The final “exit 0” command is there to tell your cron job that you completed the script. It’s like saying “The End”.
Know your crontab #
The script may be over, but we’re not done yet because we haven’t talked about cron jobs yet.
All was going well with the script. I could run the command from my command line and it made the data export and copied it to the external server. As mentioned earlier, I’d run the command like this:
/home/myusername/bin/dailybackup
Now I needed to add that command to my cron job list. You do this by using ‘crontab ‑e’ command to edit the current crontab using the default editor which is nano in my case.
crontab -e
This showed my current crontab file for ‘myusernam’.
I edited the default crontab file to include the following lines:
SHELL=/bin/bash
PATH=/sbin:/bin/usr/bin
HOME=/
MAILTO='notifyme@domain.com'
These lines set the shell, path, and home for the crontab jobs. The “MAILTO” line let me override the email address I had set up as the admin user email address on my server.
I wanted my ‘dailybackup’ job to run every day at 12:01am so I added the following command to the end of my crontab file.
1 0 * * * /home/myusername/bin/dailybackup
The easiest way is to figure out the right syntax for your crontab command is to use the web-based Corntab utility. (Yes, it’s “Corntab” not “Crontab” because corn is funnier than cron.)

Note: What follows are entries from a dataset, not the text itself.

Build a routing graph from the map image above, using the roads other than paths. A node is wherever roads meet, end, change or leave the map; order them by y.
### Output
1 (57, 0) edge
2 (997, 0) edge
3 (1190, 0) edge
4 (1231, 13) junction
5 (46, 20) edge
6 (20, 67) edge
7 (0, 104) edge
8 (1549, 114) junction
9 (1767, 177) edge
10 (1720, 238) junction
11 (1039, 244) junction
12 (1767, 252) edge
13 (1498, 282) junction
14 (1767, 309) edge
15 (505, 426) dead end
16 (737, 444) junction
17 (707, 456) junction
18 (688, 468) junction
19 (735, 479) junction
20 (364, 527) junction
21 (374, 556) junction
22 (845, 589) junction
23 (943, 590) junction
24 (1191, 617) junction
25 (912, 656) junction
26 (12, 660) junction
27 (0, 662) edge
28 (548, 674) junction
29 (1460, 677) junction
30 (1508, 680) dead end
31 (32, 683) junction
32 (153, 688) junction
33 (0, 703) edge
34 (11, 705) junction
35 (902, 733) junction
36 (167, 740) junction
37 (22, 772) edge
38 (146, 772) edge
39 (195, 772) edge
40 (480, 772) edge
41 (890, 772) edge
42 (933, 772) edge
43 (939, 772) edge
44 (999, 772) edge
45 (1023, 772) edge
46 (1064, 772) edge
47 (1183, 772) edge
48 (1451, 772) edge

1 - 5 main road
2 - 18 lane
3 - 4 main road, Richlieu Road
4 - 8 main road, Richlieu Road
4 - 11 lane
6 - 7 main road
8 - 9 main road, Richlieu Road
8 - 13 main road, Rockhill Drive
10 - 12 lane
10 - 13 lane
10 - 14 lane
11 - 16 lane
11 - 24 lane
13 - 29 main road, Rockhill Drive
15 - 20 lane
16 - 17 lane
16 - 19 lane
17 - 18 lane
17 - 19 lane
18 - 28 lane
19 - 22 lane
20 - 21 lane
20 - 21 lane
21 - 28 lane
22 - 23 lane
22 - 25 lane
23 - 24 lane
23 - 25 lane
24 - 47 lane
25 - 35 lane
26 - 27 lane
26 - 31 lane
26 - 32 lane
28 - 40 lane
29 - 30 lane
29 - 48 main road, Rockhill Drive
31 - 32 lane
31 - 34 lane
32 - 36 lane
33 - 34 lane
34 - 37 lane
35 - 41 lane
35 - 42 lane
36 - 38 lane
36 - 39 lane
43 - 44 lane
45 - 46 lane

Of course I tested this initially by not having it run only at 12:01am every day. I tested it by having it run every 5 minutes or so until I got the whole thing debugged properly.
Failed host error #
I had an error that would appear only when I executed my ‘dailybackup’ script via crontab. I could see the error in the email reports that the cron job was sending to the email address I’d specified. The error was:
Failed to add the host to the list of known hosts (/home/myusername/.ssh/known_hosts). I already had an .ssh folder but the ‘known_hosts’ file wasn’t there and my cron job didn’t seem to be able to create it. I made the file manually instead and made sure ‘myusername’ was the owner of the file.
/home/myusername/.ssh/known_hosts
chown myusername:myusername /home/myusername/.ssh/known_hosts
I then logged into the external ftp server manually again from within my Ubuntu server. I was asked if I wanted to add this host to my known hosts file. I said ‘yes’ and that solved the problem.
Now do this, computer! #
After this daily backup was debugged and worked, I felt like I had a new power that I hadn’t had before. I added other jobs, like doing a SQL backup of my database regularly as well. I guess this is what Superman feels like.